You can skip this part if you are not interested in the math involved:

> Addition and Substraction:

>

> Addition and subtraction are performed by the exclusive or operation.

> The two operations are the same; there is no difference between

> addition and subtraction.

>

> Multiplication in Rijndael's galois field is a little more

> complicated.
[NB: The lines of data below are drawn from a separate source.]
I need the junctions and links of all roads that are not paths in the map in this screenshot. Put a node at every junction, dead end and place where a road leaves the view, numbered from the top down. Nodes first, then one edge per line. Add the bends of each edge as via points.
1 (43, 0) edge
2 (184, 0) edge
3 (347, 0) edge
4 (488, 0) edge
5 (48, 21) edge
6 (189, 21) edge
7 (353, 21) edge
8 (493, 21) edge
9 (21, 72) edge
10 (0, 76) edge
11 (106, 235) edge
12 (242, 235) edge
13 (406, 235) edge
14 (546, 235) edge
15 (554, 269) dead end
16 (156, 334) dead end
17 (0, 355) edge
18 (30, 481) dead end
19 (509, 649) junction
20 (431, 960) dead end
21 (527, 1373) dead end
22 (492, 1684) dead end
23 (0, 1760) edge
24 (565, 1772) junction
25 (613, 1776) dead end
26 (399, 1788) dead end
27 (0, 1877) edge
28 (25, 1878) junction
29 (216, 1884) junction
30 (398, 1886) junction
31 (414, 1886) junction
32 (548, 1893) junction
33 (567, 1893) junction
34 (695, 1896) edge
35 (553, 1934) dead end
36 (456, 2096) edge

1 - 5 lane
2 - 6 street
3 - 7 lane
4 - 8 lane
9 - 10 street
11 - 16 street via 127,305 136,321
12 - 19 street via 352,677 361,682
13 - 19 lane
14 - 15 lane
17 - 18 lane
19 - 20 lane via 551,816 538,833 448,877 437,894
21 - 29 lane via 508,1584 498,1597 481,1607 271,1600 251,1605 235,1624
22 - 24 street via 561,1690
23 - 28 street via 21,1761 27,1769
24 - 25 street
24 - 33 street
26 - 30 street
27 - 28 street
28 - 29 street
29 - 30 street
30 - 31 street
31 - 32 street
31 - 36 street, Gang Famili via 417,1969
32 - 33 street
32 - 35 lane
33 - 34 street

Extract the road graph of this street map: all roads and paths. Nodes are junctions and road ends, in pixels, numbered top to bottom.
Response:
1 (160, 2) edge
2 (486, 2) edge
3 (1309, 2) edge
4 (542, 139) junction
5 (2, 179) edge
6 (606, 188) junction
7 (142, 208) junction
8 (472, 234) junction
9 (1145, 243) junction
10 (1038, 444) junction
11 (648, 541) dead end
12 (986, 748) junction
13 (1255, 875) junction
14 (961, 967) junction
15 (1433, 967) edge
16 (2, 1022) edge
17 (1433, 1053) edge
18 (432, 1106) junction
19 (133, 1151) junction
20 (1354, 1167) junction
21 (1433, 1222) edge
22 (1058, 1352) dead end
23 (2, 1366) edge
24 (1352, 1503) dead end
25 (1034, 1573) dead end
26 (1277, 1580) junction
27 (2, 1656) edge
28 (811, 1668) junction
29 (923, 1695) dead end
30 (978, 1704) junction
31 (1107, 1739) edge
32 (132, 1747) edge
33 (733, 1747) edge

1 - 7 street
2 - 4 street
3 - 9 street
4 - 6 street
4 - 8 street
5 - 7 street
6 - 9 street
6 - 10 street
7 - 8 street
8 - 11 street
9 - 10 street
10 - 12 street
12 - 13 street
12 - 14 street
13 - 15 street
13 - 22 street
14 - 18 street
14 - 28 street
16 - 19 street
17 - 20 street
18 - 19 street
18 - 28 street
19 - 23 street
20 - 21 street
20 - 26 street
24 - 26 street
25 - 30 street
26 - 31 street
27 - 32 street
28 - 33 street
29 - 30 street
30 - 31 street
The procedure is as follows:

>

> -   Take two eight-bit numbers, a and b, and an eight-bit product p

>

> -   Set the product to zero.

>

> -   Make a copy of a and b, which we will simply call a and b in the

>     rest of this algorithm

>

>

>     Run the following loop eight times:

>

>         1.  If the low bit of b is set, exclusive or the product p by

>             the value of a

>         2.  Keep track of whether the high (eighth from left) bit of a

>             is set to one

>         3.  Rotate a one bit to the left, discarding the high bit, and

>             making the low bit have a value of zero

>         4.  If a's hi bit had a value of one prior to this rotation,

>             exclusive or a with the hexadecimal number 0x1b

>         5.  Rotate b one bit to the right, discarding the low bit, and

>             making the high (eighth from left) bit have a value of

>             zero.

>

> -   The product p now has the product of a and b

>

> Thanks to [Sam Trenholme](http://www.samiam.org/) for writing this

> explanation.

![image](https://user-images.githubusercontent.com/1549028/234528985-b6a569ea-9ba0-4897-b803-16919738b811.png)

## The Rijndael Key Schedule:

The Key Schedule is responsible for expanding a short key into a larger

key, whose parts are used during the different iterations. Each key size

is expanded to a different size:

-   An 128 bit key is expanded to an 176 byte key.

-   An 192 bit key is expanded to an 208 byte key.

-   An 256 bit key is expanded to an 240 byte key.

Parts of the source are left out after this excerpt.